What these data do not tell us is how much improvement in psychology we might expect with a fitness intervention.

While the data are sparse to support exercise interventions in children improving mental health, there are more abundant data suggesting that this works in adults. Still, this evidence is not as compelling as we might wish. A meta-analysis by Contreras-Osorio et al, published in 2022, is typical. Knowing that “[e]xecutive function is among the most affected cognitive dimensions in depression,” these researchers found and collated data from 7 studies (N=202 men and 457 women) that measured the impact of exercise on executive function. According to the study authors, “For working memory, a small favoring effect was observed in the experimental groups compared with controls…. Compared with the control group, physical exercise had a trivial effect on cognitive flexibility…. In conclusion, physical exercise interventions may improve working memory behavioral measures in adults with mild-to-moderate depression when compared with active and passive control conditions. However, the reduced number of available high-quality studies precludes more lucid conclusions.”13

In a 2019 systematic review, Ayelett, Bower, and Small examined studies that evaluated exercise effect on anxiety. In their paper, they reviewed data from 9 trials with participants diagnosed with anxiety disorders, plus 6 trials in which participants had raised anxiety on a rating scale. Aerobic exercise was effective in the treatment of raised anxiety compared to waiting-list control. High-intensity exercise showed greater effects than low-intensity intervention. Again, “Conclusions were limited by the small number of studies and wide variation in the delivery of exercise interventions,” the authors reported.14

It would appear that, at least in adults, exercise might be a helpful intervention.

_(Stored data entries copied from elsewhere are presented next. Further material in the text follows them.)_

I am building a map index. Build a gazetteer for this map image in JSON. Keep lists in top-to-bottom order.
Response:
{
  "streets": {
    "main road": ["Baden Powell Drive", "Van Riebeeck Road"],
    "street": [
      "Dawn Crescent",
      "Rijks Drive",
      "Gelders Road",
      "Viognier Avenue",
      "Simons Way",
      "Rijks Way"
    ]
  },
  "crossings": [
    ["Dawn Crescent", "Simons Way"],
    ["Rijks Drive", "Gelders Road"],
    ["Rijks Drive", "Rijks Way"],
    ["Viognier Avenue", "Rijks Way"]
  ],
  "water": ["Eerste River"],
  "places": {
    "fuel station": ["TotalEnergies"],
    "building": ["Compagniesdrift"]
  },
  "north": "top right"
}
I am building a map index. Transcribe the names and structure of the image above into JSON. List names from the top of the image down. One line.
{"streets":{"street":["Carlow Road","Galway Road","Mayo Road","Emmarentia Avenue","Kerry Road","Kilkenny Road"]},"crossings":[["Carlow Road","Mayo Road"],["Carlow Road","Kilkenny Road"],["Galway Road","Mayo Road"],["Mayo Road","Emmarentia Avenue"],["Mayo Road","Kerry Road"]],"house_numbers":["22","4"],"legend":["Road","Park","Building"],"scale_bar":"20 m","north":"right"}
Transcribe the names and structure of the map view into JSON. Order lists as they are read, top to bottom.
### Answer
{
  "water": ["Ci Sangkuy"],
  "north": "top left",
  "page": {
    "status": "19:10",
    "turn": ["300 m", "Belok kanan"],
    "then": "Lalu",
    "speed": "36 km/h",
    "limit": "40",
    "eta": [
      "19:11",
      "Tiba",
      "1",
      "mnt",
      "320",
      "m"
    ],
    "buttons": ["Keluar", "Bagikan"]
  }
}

The lingering thought in the back of this reader’s mind is that exercise offers a small amount of improvement to what is a very large problem. Lack of exercise might be part of the problem, and exercise just might be part of the solution. At this point, though, the evidence is still lacking that exercise will fix everything. The Mayo Clinic says this tactfully on its website when, in regard to treating anxiety and depression, it suggests that exercise “eases the symptoms.”15

Should we be prescribing exercise regimes along with antidepressants, anti-anxiolytics, or amphetamines? That’s 1 way of looking at it. One might say that exercise is “natural medicine;” after all, this is the Natural Medicine Journal, so I suppose that is how we could see it.

Yet, it may be that we are looking at this the wrong way. Certain elements of life are required for good health. On that list, we would put healthy food, clean water, restful sleep, and enjoyable exercise. People need all the above elements and probably more to be healthy. Yet we are so accustomed to a medicalized approach to health challenges that we want to put these elements through a test so that we can talk about them as a medical intervention and prescribe them (in this case, exercise) as a medical treatment. Shouldn’t we know better by now? There are many aspects to a good and healthy life. Exercise is 1 of them. If deficient or out of balance with other aspects of an individual’s life, something eventually goes amiss. I’d rather think that we are treating a deficiency when teaching patients the value of regular exercise in their lives. Exercise isn’t a therapy or a drug, but rather a necessity.

Conflict of Interest Disclosure

 I have no conflict of interest in writing this review.